ALS and court interpreters / Gerichtsdolmetscherschlamassel in England

This story has been around since well before Christmas and no doubt all readers know about it. The British Ministry of Justice decided to save money on court interpreters and instead of taking interpreters from a national register it transferred all jobs to be dealt with by ALS (Applied Language Solutions), a translation and interpreting agency which offered very low rates. Travel expenses were all radically cut. It was one of those situations where an interpreter would be better off staying at home and working as a cleaner. Channel 4 News had a summary of it recently: Court translation service in crisis after cost-cutting deal.

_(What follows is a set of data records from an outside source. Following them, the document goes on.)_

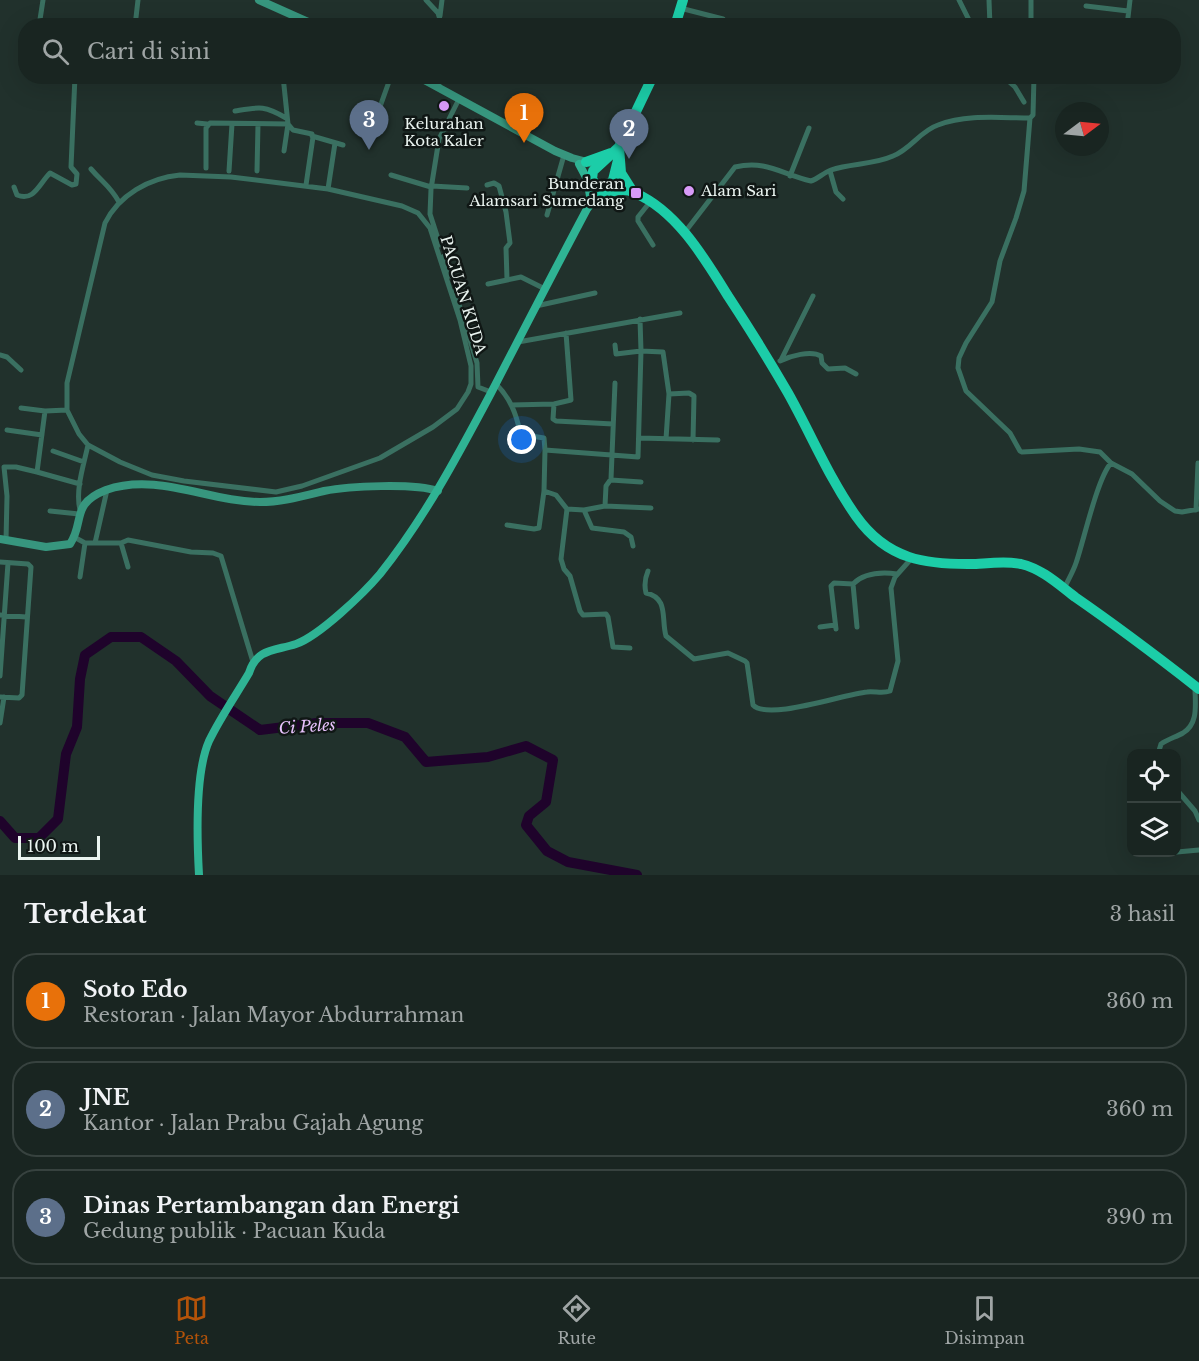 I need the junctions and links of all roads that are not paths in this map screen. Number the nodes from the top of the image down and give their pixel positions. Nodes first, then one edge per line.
1 (43, 0) edge
2 (138, 0) edge
3 (260, 0) edge
4 (426, 0) edge
5 (442, 0) edge
6 (959, 0) edge
7 (988, 0) edge
8 (1031, 0) edge
9 (1130, 0) edge
10 (682, 4) edge
11 (1086, 6) dead end
12 (1128, 11) junction
13 (440, 17) joint
14 (40, 18) edge
15 (136, 18) edge
16 (293, 18) edge
17 (720, 18) edge
18 (968, 18) edge
19 (989, 18) edge
20 (1031, 18) edge
21 (1128, 18) edge
22 (75, 84) edge
23 (284, 84) edge
24 (388, 84) edge
25 (434, 84) edge
26 (649, 84) edge
27 (1012, 84) edge
28 (1034, 84) edge
29 (438, 86) joint
30 (459, 99) junction
31 (1024, 102) dead end
32 (235, 111) dead end
33 (376, 118) dead end
34 (1030, 118) junction
35 (287, 121) junction
36 (197, 123) dead end
37 (207, 124) junction
38 (232, 124) junction
39 (258, 124) junction
40 (809, 128) dead end
41 (312, 135) junction
42 (334, 143) junction
43 (343, 146) dead end
44 (284, 151) dead end
45 (617, 152) junction
46 (575, 160) junction
47 (602, 165) junction
48 (206, 168) dead end
49 (91, 169) dead end
50 (229, 171) dead end
51 (257, 171) dead end
52 (830, 171) junction
53 (614, 174) junction
54 (391, 175) dead end
55 (790, 176) junction
56 (592, 179) junction
57 (306, 185) junction
58 (487, 185) dead end
59 (14, 187) dead end
60 (431, 187) junction
61 (607, 187) junction
62 (467, 188) dead end
63 (328, 189) junction
64 (628, 189) junction
65 (843, 199) dead end
66 (119, 202) junction
67 (590, 202) junction
68 (650, 202) junction
69 (547, 215) dead end
70 (685, 232) junction
71 (653, 245) dead end
72 (507, 279) junction
73 (488, 284) dead end
74 (545, 289) junction
75 (595, 293) dead end
76 (813, 296) dead end
77 (536, 306) junction
78 (680, 313) dead end
79 (640, 320) junction
80 (566, 333) junction
81 (518, 342) junction
82 (615, 345) dead end
83 (641, 351) junction
84 (0, 355) edge
85 (776, 362) junction
86 (21, 370) dead end
87 (856, 374) dead end
88 (615, 382) dead end
89 (494, 388) junction
90 (669, 394) junction
91 (554, 404) junction
92 (511, 405) junction
93 (21, 408) dead end
94 (67, 410) junction
95 (45, 411) junction
96 (613, 424) junction
97 (7, 430) dead end
98 (42, 435) junction
99 (639, 438) junction
100 (666, 439) junction
101 (693, 440) junction
102 (718, 440) dead end
103 (88, 445) junction
104 (546, 450) junction
105 (53, 451) dead end
106 (612, 454) junction
107 (84, 462) junction
108 (1198, 463) edge
109 (1112, 464) junction
110 (37, 472) junction
111 (611, 480) junction
112 (641, 482) dead end
113 (80, 484) junction
114 (107, 490) junction
115 (544, 491) junction
116 (438, 492) junction
117 (605, 506) junction
118 (651, 508) dead end
119 (567, 509) junction
120 (1198, 509) edge
121 (584, 510) junction
122 (50, 511) dead end
123 (80, 512) junction
124 (507, 525) dead end
125 (74, 537) junction
126 (3, 540) edge
127 (85, 543) junction
128 (95, 543) junction
129 (121, 543) junction
130 (633, 546) dead end
131 (911, 559) junction
132 (0, 562) edge
133 (8, 563) junction
134 (128, 567) dead end
135 (648, 571) dead end
136 (897, 574) junction
137 (80, 577) dead end
138 (853, 584) junction
139 (1064, 589) junction
140 (3, 616) edge
141 (26, 617) junction
142 (820, 627) dead end
143 (857, 627) dead end
144 (630, 648) dead end
145 (253, 662) junction
146 (0, 676) edge
147 (1197, 688) edge
148 (2, 697) edge
149 (0, 723) edge
150 (1159, 749) edge
151 (1181, 795) edge
152 (1199, 820) edge
153 (1199, 850) edge
154 (1181, 852) edge
155 (199, 875) edge

1 - 14 street
2 - 15 street
3 - 16 street
4 - 13 street
5 - 13 street
6 - 18 street
7 - 19 street
8 - 20 street
9 - 12 street
10 - 17 street
11 - 12 street
12 - 21 street
22 - 59 street
23 - 35 street
24 - 33 street
25 - 29 street
26 - 45 highway
27 - 31 street
28 - 34 street
29 - 30 street
30 - 46 street
30 - 60 street
32 - 35 street
34 - 52 street
34 - 109 street
35 - 39 street
35 - 41 street
35 - 44 street
36 - 37 street
37 - 38 street
37 - 48 street
38 - 39 street
38 - 50 street
39 - 51 street
40 - 55 street
41 - 42 street
41 - 57 street
42 - 43 street
42 - 63 street
45 - 46 highway
45 - 47 highway
45 - 53 highway
45 - 64 highway
46 - 47 street
46 - 56 street
46 - 67 main road
46 - 69 street
47 - 53 highway
47 - 56 highway
49 - 66 street
52 - 55 street
52 - 65 street
53 - 61 highway
53 - 64 highway
54 - 60 street
55 - 70 street
56 - 61 highway
56 - 67 main road
57 - 63 street, PACUAN KUDA
57 - 66 street, PACUAN KUDA
58 - 72 street
60 - 62 street
60 - 89 street
61 - 64 highway
61 - 67 main road
63 - 103 street, PACUAN KUDA
64 - 67 highway
64 - 68 highway
66 - 94 street, PACUAN KUDA
67 - 74 main road
68 - 70 highway
68 - 71 street
70 - 85 highway
72 - 73 street
72 - 74 street
74 - 77 main road
75 - 77 street
76 - 85 street
77 - 81 main road
78 - 79 street
79 - 80 street
79 - 83 street
80 - 81 street
80 - 91 street
81 - 89 main road
82 - 83 street
83 - 90 street
83 - 99 street
84 - 86 street
85 - 87 street
85 - 131 highway
88 - 96 street
89 - 92 street
89 - 116 main road
90 - 100 street
90 - 101 street
91 - 92 street
91 - 96 street
92 - 104 street
93 - 95 street
94 - 95 street
94 - 103 street, PACUAN KUDA
95 - 98 street
96 - 106 street
97 - 98 street
98 - 110 street
99 - 100 street
99 - 106 street
100 - 101 street
101 - 102 street
103 - 107 street
104 - 106 street
104 - 115 street
105 - 107 street
106 - 111 street
107 - 113 street
108 - 120 street
109 - 120 street
109 - 139 street
110 - 113 street
110 - 126 street
111 - 112 street
111 - 117 street
113 - 123 street
114 - 116 street
114 - 123 street
114 - 128 street
115 - 119 street
115 - 124 street
116 - 145 main road
117 - 118 street
117 - 121 street
119 - 121 street
119 - 144 street
121 - 130 street
122 - 123 street
123 - 125 street
125 - 126 street
125 - 127 street
127 - 128 street
127 - 137 street
128 - 129 street
129 - 134 street
129 - 145 street
131 - 136 street
131 - 139 highway
132 - 133 street
133 - 140 street
133 - 141 street
135 - 136 street
136 - 138 street
138 - 142 street
138 - 143 street
139 - 147 highway
140 - 141 street
140 - 146 street
141 - 148 street
145 - 155 main road
147 - 150 street
148 - 149 street
151 - 152 street
153 - 154 street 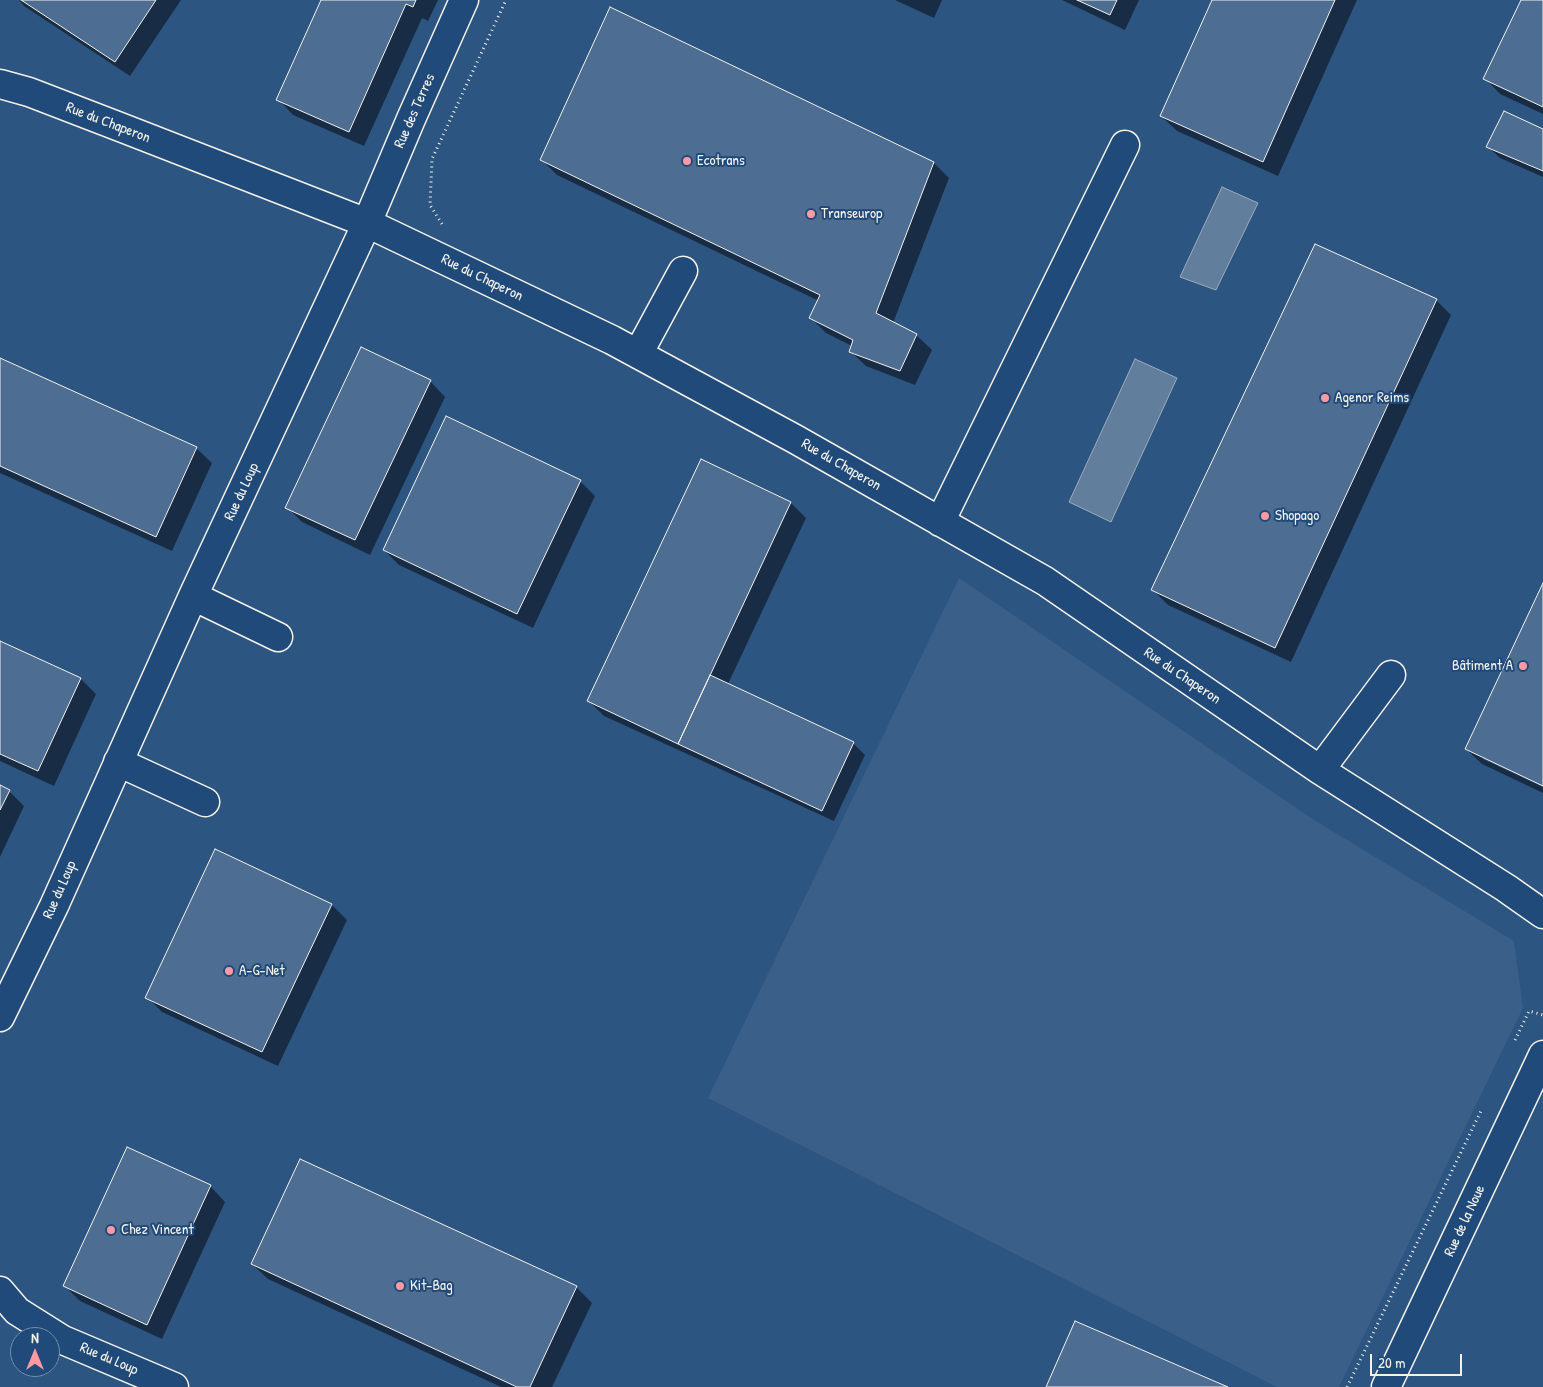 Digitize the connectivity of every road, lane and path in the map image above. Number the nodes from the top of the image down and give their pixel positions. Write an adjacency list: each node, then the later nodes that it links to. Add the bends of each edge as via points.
1 (464, 0): 5 (street, Rue des Terres)
2 (506, 0): 6 (path, via 432,159 430,205 450,238)
3 (0, 84): 5 (street, Rue du Chaperon, via 29,92)
4 (1125, 145): 9 (street)
5 (367, 223): 6 (street, Rue du Chaperon); 10 (street, Rue du Loup)
6 (445, 260): 8 (street, Rue du Chaperon)
7 (682, 271): 8 (street)
8 (638, 354): 9 (street, Rue du Chaperon)
9 (940, 522): 14 (street, Rue du Chaperon, via 1045,581)
10 (193, 596): 11 (street); 13 (street, Rue du Loup)
11 (278, 637)
12 (1391, 675): 14 (street)
13 (118, 762): 15 (street); 18 (street, Rue du Loup)
14 (1320, 770): 16 (street, Rue du Chaperon)
15 (206, 802)
16 (1543, 914)
17 (1543, 1014): 19 (path, via 1530,1011)
18 (0, 1017)
19 (1512, 1047)
20 (1543, 1054): 25 (street, Rue de la Noue)
21 (1486, 1100): 24 (path)
22 (0, 1291): 23 (street, Rue du Loup, via 17,1310 63,1340)
23 (174, 1387)
24 (1347, 1387)
25 (1386, 1387)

Around 1,000 interpreters have not been turning up to court because of the reduced pay and expenses offered by ALS. As a result, court hearings reliant on interpreters have been delayed or postponed, at a high cost to the MoJ and the taxpayer. One of the most serious cases was at Leeds Crown Court on February 22, which led Judge Robert Bartfield to say: "Apart from the waste of time for the jurors, the distress caused to witnesses and the defendant himself, the cost of this now aborted trial is likely to run into thousands of pounds." ... At Boston Magistrates court, on February 1, Channel 4 News was told that a Polish interpreter turned up to court wearing a hat and overalls and didn't understand the solicitor when he said they needed to go down to the cells ...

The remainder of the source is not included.